An der Taktschraube haben Palit und Gainward leider nicht viel verändert:
Die GPUs laufen wie gewohnt mit 750 MHz, die Taktraten des 2 GB großen Speichers wurde lediglich um 100 MHz auf 1,9 GHz erhöht.
Es soll dem Kunden überlassen sein, um wie hoch er seine Karte taktet.


Das Design der Gainward Karte hebt sich nicht sonderlich von dem Palit Modell ab, lediglich ein anderer Aufkleber wurde verwendet.

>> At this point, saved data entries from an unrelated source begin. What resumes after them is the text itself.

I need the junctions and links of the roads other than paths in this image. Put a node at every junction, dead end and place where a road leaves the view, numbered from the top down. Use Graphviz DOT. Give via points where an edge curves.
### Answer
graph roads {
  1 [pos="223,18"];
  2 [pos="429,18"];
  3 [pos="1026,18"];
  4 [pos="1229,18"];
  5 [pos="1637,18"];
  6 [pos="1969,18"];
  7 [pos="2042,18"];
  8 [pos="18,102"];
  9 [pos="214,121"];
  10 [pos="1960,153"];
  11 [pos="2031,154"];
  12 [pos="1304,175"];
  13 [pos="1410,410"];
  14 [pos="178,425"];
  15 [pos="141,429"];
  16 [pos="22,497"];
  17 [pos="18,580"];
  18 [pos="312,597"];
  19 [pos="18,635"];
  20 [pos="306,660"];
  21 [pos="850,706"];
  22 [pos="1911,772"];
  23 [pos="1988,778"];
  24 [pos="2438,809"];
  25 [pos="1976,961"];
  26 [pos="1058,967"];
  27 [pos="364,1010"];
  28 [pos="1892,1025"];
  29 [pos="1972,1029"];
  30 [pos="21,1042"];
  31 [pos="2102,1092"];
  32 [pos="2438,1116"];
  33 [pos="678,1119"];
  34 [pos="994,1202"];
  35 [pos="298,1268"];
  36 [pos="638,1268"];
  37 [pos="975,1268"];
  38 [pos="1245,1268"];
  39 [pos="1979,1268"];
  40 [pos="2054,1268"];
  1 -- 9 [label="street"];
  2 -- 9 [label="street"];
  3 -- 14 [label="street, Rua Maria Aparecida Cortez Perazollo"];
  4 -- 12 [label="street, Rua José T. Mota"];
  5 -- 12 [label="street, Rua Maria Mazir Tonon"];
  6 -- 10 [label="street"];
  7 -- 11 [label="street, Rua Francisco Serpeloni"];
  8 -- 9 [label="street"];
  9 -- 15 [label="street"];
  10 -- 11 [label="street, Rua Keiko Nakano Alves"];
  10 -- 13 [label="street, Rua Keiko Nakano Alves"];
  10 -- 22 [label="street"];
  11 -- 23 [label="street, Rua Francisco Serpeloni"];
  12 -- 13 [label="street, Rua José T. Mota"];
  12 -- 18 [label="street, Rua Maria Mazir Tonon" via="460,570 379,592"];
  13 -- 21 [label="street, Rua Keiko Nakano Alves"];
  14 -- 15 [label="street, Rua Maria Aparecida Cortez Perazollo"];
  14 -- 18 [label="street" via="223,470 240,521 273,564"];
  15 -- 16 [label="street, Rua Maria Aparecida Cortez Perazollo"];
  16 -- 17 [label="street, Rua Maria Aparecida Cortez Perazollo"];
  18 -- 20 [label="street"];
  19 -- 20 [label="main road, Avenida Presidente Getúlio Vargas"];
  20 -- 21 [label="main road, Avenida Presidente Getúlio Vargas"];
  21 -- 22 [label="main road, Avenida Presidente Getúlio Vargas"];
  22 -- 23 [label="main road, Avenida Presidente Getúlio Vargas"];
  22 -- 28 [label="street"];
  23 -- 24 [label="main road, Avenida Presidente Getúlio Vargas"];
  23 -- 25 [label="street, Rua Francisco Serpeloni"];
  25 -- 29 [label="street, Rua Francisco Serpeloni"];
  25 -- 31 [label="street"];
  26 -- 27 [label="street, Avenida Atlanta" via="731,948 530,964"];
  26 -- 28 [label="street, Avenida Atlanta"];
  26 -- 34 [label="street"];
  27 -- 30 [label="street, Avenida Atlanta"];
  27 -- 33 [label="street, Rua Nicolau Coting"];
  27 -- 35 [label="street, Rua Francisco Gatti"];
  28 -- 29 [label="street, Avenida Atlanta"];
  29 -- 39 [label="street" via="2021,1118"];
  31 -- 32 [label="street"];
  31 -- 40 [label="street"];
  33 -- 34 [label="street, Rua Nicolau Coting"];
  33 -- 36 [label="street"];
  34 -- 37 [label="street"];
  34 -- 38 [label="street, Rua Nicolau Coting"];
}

			Dieser Inhalt steht nur eingeloggten Mitgliedern zur Verfügung.
        


Gainward HD4870 X2 Rampage 700 Golden Sample

Die Gainward Karte gibt es neben dem normalen "Golden Sample" Modell auch noch als "Goes like Hell" Modell:
Hier wurden zusätzlich zum 100 MHz höheren Speichertakt der GPU Takt um 40 auf 790 MHz erhöht.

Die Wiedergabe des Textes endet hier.